Espera un tiempo prudencial. Cuando lo considera oportuno, aparta la colcha que lo cubre. Se levanta sin hacer el menor ruido y con pasos sigilosos se encamina a la puerta. La abre. Un leve rechinar de bisagras anuncia su salida.
—Tengo que aceitarlas —piensa—, mañana mismo lo haré.
Andrea no dormía. Percibió el desplazamiento de su marido y escuchó el sonido delator de las bisagras. Se levanta con el mismo sigilo y salé en pos de él.
Osberto camina por el corredor, despacio, en silencio, como midiendo cada metro de su trayecto. No va directo al dormitorio destinado para la servidumbre. Da un rodeo para no pasar frente a las habitaciones de sus hijos, evitando así cualquier encuentro fortuito que lo obligaría a dar explicaciones embarazosas.
Andrea, en la penumbra de la noche, mira la silueta de su marido que toma un camino en apariencia diferente al de destino y que ella bien conoce. Apresura el paso tomando la ruta directa, con la intención de llegar antes que su esposo.
Osberto cruza el jardín, pasa frente al búcaro que hace gárgaras con el agua que brota durante las veinticuatro horas del día. Sus hormonas ya trabajan estimuladas por el anticipo del placer. Llega a la puerta del cuarto. Toca suavemente. Se oye correr el cerrojo y el rumor de pasos que se alejan rumbo a la cama, ubicación conocida por él. Entra. A oscuras se dirige al lecho, tantea el terreno, encontrando el cuerpo femenino vibrando de pasión.
Pasó una hora de deliciosa intimidad, bebiendo de la fuente del amor.
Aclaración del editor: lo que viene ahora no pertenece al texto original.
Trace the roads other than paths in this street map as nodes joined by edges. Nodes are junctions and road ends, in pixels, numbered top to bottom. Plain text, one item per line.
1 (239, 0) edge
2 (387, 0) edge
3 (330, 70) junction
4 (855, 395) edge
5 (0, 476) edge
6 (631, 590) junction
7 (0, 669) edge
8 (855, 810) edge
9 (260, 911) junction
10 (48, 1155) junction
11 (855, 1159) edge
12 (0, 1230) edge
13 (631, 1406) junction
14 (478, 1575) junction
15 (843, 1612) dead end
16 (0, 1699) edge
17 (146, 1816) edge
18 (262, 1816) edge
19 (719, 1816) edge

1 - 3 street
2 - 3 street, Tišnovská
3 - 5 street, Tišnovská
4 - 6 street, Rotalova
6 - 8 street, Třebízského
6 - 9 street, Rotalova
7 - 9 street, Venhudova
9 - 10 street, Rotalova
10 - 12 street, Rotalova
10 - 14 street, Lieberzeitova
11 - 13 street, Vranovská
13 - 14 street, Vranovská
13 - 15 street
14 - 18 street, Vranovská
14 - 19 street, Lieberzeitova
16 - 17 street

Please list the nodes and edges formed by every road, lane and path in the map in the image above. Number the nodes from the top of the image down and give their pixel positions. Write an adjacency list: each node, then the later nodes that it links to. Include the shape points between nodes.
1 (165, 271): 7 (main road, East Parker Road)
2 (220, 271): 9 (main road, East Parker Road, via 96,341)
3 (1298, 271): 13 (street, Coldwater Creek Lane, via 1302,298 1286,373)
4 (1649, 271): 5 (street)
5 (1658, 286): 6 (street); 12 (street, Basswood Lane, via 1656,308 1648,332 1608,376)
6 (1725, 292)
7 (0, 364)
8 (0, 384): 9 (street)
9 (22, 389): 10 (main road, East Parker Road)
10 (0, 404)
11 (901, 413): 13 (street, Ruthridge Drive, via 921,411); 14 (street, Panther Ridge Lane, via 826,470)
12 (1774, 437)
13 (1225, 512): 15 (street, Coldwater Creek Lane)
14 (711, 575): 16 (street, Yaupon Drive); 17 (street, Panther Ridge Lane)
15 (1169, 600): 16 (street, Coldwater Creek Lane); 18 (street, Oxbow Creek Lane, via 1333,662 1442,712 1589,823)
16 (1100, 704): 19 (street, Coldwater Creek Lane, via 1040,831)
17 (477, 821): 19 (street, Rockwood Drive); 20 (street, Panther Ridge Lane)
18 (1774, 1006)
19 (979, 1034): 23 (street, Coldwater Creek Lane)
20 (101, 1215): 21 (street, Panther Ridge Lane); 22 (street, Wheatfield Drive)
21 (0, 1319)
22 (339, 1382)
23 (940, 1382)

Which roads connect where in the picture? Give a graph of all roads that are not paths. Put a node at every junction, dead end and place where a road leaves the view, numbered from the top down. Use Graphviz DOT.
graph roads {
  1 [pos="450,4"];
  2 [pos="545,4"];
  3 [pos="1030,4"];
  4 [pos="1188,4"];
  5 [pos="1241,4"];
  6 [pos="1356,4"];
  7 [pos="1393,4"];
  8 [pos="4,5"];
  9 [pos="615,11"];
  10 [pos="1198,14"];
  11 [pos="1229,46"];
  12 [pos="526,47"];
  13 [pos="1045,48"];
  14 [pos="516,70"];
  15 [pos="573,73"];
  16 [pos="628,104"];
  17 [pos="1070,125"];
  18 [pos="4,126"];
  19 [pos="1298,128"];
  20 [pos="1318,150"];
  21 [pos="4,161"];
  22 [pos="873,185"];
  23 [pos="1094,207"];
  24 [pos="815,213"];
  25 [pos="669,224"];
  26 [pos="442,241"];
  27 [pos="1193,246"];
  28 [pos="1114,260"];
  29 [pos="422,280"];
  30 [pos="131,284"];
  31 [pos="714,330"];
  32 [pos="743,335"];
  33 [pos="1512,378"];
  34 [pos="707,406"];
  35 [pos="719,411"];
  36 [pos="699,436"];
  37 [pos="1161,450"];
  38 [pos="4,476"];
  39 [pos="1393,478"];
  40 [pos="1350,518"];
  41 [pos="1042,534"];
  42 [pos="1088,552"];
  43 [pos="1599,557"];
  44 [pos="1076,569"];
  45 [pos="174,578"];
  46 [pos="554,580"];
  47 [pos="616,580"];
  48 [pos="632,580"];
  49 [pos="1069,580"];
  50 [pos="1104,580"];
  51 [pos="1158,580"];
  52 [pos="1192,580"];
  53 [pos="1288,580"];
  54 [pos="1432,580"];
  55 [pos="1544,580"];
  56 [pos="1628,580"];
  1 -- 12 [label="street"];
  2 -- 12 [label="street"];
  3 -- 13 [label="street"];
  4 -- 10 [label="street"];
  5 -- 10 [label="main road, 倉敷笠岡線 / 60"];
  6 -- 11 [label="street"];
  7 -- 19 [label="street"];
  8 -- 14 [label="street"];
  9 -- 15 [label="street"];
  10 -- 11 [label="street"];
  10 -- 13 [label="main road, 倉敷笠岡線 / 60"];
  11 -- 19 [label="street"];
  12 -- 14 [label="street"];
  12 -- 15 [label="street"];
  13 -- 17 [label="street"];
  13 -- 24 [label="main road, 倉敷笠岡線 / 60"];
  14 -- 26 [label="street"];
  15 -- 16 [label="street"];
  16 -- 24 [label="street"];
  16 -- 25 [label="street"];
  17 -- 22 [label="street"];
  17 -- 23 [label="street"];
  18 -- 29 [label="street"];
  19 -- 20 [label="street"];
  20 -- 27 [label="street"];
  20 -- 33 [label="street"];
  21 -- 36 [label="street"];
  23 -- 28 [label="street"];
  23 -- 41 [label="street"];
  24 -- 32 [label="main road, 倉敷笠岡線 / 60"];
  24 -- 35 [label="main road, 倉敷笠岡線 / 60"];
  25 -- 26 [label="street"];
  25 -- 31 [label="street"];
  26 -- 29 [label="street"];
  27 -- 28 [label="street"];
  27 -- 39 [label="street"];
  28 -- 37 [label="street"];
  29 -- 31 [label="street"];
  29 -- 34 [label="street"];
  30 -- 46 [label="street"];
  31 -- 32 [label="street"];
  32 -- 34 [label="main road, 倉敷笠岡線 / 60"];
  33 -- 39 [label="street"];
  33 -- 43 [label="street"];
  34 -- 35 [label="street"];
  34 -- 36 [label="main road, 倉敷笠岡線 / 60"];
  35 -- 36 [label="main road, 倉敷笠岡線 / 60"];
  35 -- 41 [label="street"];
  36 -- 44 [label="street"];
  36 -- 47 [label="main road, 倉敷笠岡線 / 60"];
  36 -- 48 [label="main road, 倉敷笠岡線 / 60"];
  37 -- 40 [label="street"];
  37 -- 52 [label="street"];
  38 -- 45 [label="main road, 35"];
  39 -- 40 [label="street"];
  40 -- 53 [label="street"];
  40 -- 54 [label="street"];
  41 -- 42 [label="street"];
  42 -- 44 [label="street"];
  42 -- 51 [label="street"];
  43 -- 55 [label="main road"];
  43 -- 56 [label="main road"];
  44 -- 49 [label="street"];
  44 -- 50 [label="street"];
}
La mujer también lo disfrutó, a juzgar por la entrega apasionada y por los quejidos entrecortados, por las suplicas reiteradas de más... más...
Cuando ambos se siente exhaustos, Osberto da por termina la sesión. Retorna haciendo el mismo recorrido, siempre con la intención de evitar encuentros no deseados. Abre la puerta de su alcoba, entra con el mismo cuidado con que salió y en silencio se acuesta. Al poco tiempo escucha los ronquidos de su esposa que duerme plácidamente. Osberto sonríe. El encuentro ha sido bello, pero, como humano, no está conforme con lo que tiene y desearía algo más: tener sirvienta y vivir una aventura real. En pro de la satisfacción conyugal, accede a ser actor en las fantasías eróticas de su esposa.